TASK TO CARRY OUT. What you return should match the data below exactly, with no pictures in it.

(Saved data entries)

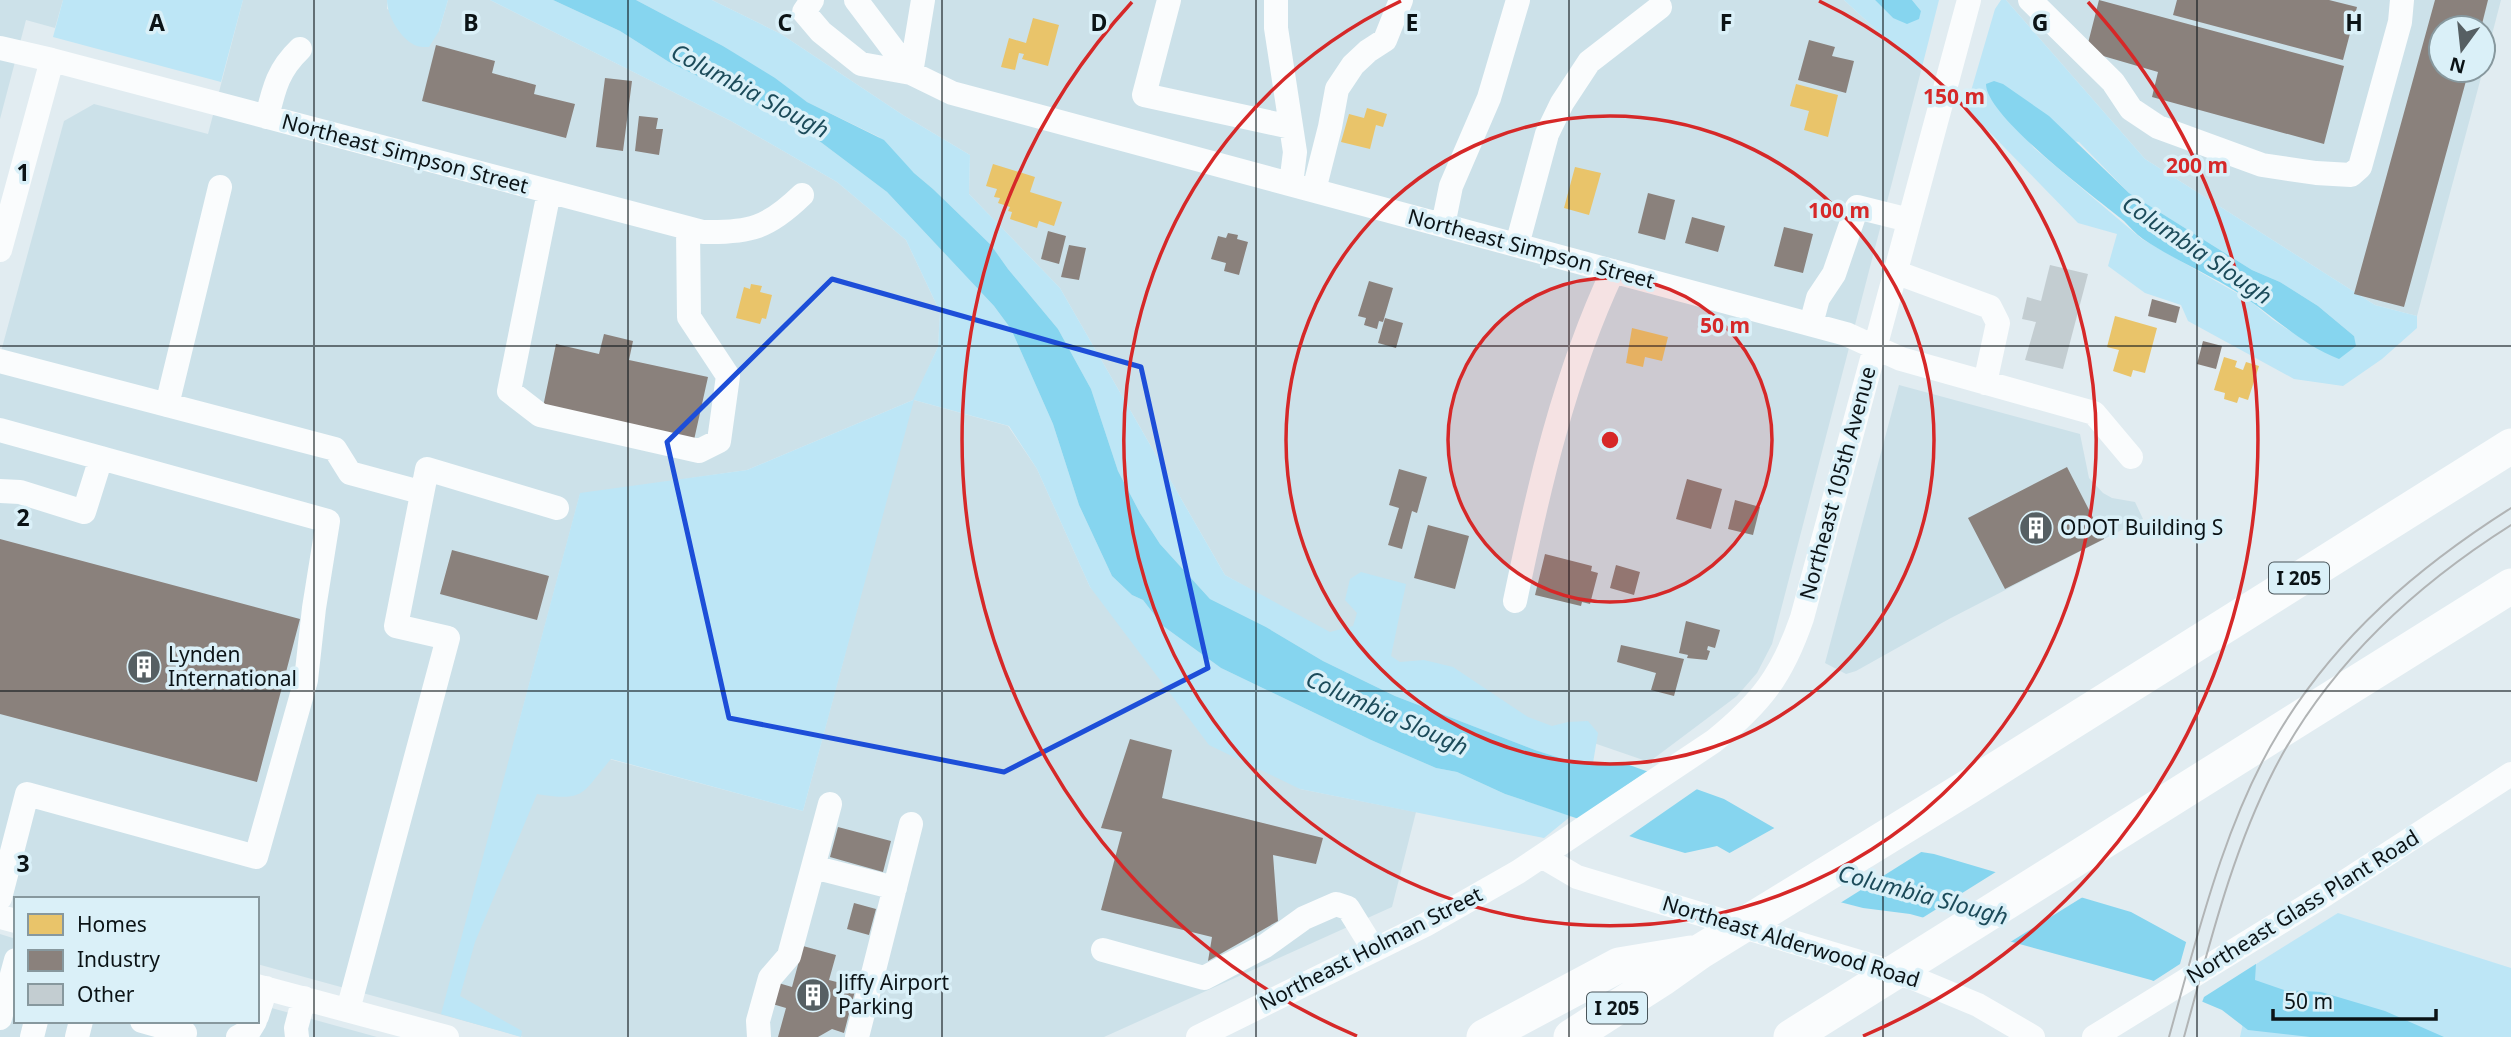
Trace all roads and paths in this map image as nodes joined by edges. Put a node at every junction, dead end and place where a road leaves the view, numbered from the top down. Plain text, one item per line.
1 (812, 0) edge
2 (856, 0) edge
3 (923, 0) edge
4 (1169, 0) edge
5 (1276, 0) edge
6 (1401, 0) edge
7 (1518, 0) edge
8 (1969, 0) edge
9 (2030, 0) edge
10 (2402, 0) edge
11 (1660, 7) dead end
12 (0, 48) edge
13 (300, 48) dead end
14 (52, 60) junction
15 (911, 73) junction
16 (267, 117) junction
17 (1291, 127) junction
18 (220, 187) dead end
19 (1302, 187) junction
20 (549, 192) junction
21 (802, 195) dead end
22 (1909, 220) junction
23 (1443, 225) junction
24 (688, 229) junction
25 (1517, 245) junction
26 (0, 250) edge
27 (1614, 271) junction
28 (1895, 272) junction
29 (1811, 324) junction
30 (1874, 347) junction
31 (0, 361) edge
32 (1985, 383) junction
33 (167, 405) junction
34 (0, 430) edge
35 (2511, 446) edge
36 (2131, 457) dead end
37 (101, 458) junction
38 (0, 491) edge
39 (420, 492) junction
40 (557, 508) dead end
41 (2511, 586) edge
42 (1514, 601) dead end
43 (2511, 774) edge
44 (830, 804) dead end
45 (911, 824) dead end
46 (1543, 858) junction
47 (813, 867) junction
48 (895, 888) junction
49 (0, 898) edge
50 (1102, 950) dead end
51 (1374, 950) junction
52 (1701, 951) junction
53 (14, 967) edge
54 (261, 987) edge
55 (304, 998) junction
56 (348, 1010) junction
57 (0, 1018) edge
58 (148, 1023) edge
59 (254, 1023) edge
60 (1802, 1030) edge
61 (420, 1033) edge
62 (294, 1034) edge
63 (185, 1035) edge
64 (238, 1037) edge
65 (447, 1037) edge
66 (759, 1037) edge
67 (857, 1037) edge
68 (1198, 1037) edge
69 (1484, 1037) edge
70 (1571, 1037) edge
71 (2033, 1037) edge
72 (2094, 1037) edge

1 - 15 street
2 - 15 street
3 - 15 street
4 - 17 street
5 - 17 street
6 - 19 street
7 - 23 street
8 - 22 street, Northeast 105th Avenue
9 - 10 street
11 - 25 street
12 - 14 street, Northeast Simpson Street
13 - 16 street
14 - 16 street, Northeast Simpson Street
14 - 26 street
15 - 19 street, Northeast Simpson Street
16 - 20 street, Northeast Simpson Street
17 - 19 street
18 - 33 street
19 - 23 street, Northeast Simpson Street
20 - 24 street, Northeast Simpson Street
20 - 24 street
21 - 24 street, Northeast Simpson Street
22 - 28 street, Northeast 105th Avenue
22 - 29 street
23 - 25 street, Northeast Simpson Street
25 - 27 street, Northeast Simpson Street
27 - 29 street, Northeast Simpson Street
27 - 42 street
28 - 30 street, Northeast 105th Avenue
28 - 32 street
29 - 30 street, Northeast Simpson Street
30 - 32 street, Northeast Simpson Street
30 - 46 street, Northeast 105th Avenue
31 - 33 street
32 - 36 street, Northeast Simpson Street
33 - 39 street
34 - 37 street
35 - 52 highway, I 205
37 - 38 street
37 - 49 street
39 - 40 street
39 - 56 street
41 - 60 highway
43 - 72 street, Northeast Glass Plant Road
44 - 47 street
45 - 48 street
46 - 51 street, Northeast Holman Street
46 - 71 street, Northeast Alderwood Road
47 - 48 street
47 - 66 street
48 - 67 street
50 - 51 street
51 - 68 street, Northeast Holman Street
52 - 69 highway
52 - 70 highway, I 205
53 - 57 street
54 - 55 street
55 - 56 street
55 - 62 street
56 - 61 street
58 - 63 street
59 - 64 street
61 - 65 street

ANSWER TO THIS EXERCISE.
Trace all roads and paths in this map image as nodes joined by edges. Put a node at every junction, dead end and place where a road leaves the view, numbered from the top down. Plain text, one item per line.
1 (812, 0) edge
2 (856, 0) edge
3 (923, 0) edge
4 (1169, 0) edge
5 (1276, 0) edge
6 (1401, 0) edge
7 (1518, 0) edge
8 (1969, 0) edge
9 (2030, 0) edge
10 (2402, 0) edge
11 (1660, 7) dead end
12 (0, 48) edge
13 (300, 48) dead end
14 (52, 60) junction
15 (911, 73) junction
16 (267, 117) junction
17 (1291, 127) junction
18 (220, 187) dead end
19 (1302, 187) junction
20 (549, 192) junction
21 (802, 195) dead end
22 (1909, 220) junction
23 (1443, 225) junction
24 (688, 229) junction
25 (1517, 245) junction
26 (0, 250) edge
27 (1614, 271) junction
28 (1895, 272) junction
29 (1811, 324) junction
30 (1874, 347) junction
31 (0, 361) edge
32 (1985, 383) junction
33 (167, 405) junction
34 (0, 430) edge
35 (2511, 446) edge
36 (2131, 457) dead end
37 (101, 458) junction
38 (0, 491) edge
39 (420, 492) junction
40 (557, 508) dead end
41 (2511, 586) edge
42 (1514, 601) dead end
43 (2511, 774) edge
44 (830, 804) dead end
45 (911, 824) dead end
46 (1543, 858) junction
47 (813, 867) junction
48 (895, 888) junction
49 (0, 898) edge
50 (1102, 950) dead end
51 (1374, 950) junction
52 (1701, 951) junction
53 (14, 967) edge
54 (261, 987) edge
55 (304, 998) junction
56 (348, 1010) junction
57 (0, 1018) edge
58 (148, 1023) edge
59 (254, 1023) edge
60 (1802, 1030) edge
61 (420, 1033) edge
62 (294, 1034) edge
63 (185, 1035) edge
64 (238, 1037) edge
65 (447, 1037) edge
66 (759, 1037) edge
67 (857, 1037) edge
68 (1198, 1037) edge
69 (1484, 1037) edge
70 (1571, 1037) edge
71 (2033, 1037) edge
72 (2094, 1037) edge

1 - 15 street
2 - 15 street
3 - 15 street
4 - 17 street
5 - 17 street
6 - 19 street
7 - 23 street
8 - 22 street, Northeast 105th Avenue
9 - 10 street
11 - 25 street
12 - 14 street, Northeast Simpson Street
13 - 16 street
14 - 16 street, Northeast Simpson Street
14 - 26 street
15 - 19 street, Northeast Simpson Street
16 - 20 street, Northeast Simpson Street
17 - 19 street
18 - 33 street
19 - 23 street, Northeast Simpson Street
20 - 24 street, Northeast Simpson Street
20 - 24 street
21 - 24 street, Northeast Simpson Street
22 - 28 street, Northeast 105th Avenue
22 - 29 street
23 - 25 street, Northeast Simpson Street
25 - 27 street, Northeast Simpson Street
27 - 29 street, Northeast Simpson Street
27 - 42 street
28 - 30 street, Northeast 105th Avenue
28 - 32 street
29 - 30 street, Northeast Simpson Street
30 - 32 street, Northeast Simpson Street
30 - 46 street, Northeast 105th Avenue
31 - 33 street
32 - 36 street, Northeast Simpson Street
33 - 39 street
34 - 37 street
35 - 52 highway, I 205
37 - 38 street
37 - 49 street
39 - 40 street
39 - 56 street
41 - 60 highway
43 - 72 street, Northeast Glass Plant Road
44 - 47 street
45 - 48 street
46 - 51 street, Northeast Holman Street
46 - 71 street, Northeast Alderwood Road
47 - 48 street
47 - 66 street
48 - 67 street
50 - 51 street
51 - 68 street, Northeast Holman Street
52 - 69 highway
52 - 70 highway, I 205
53 - 57 street
54 - 55 street
55 - 56 street
55 - 62 street
56 - 61 street
58 - 63 street
59 - 64 street
61 - 65 street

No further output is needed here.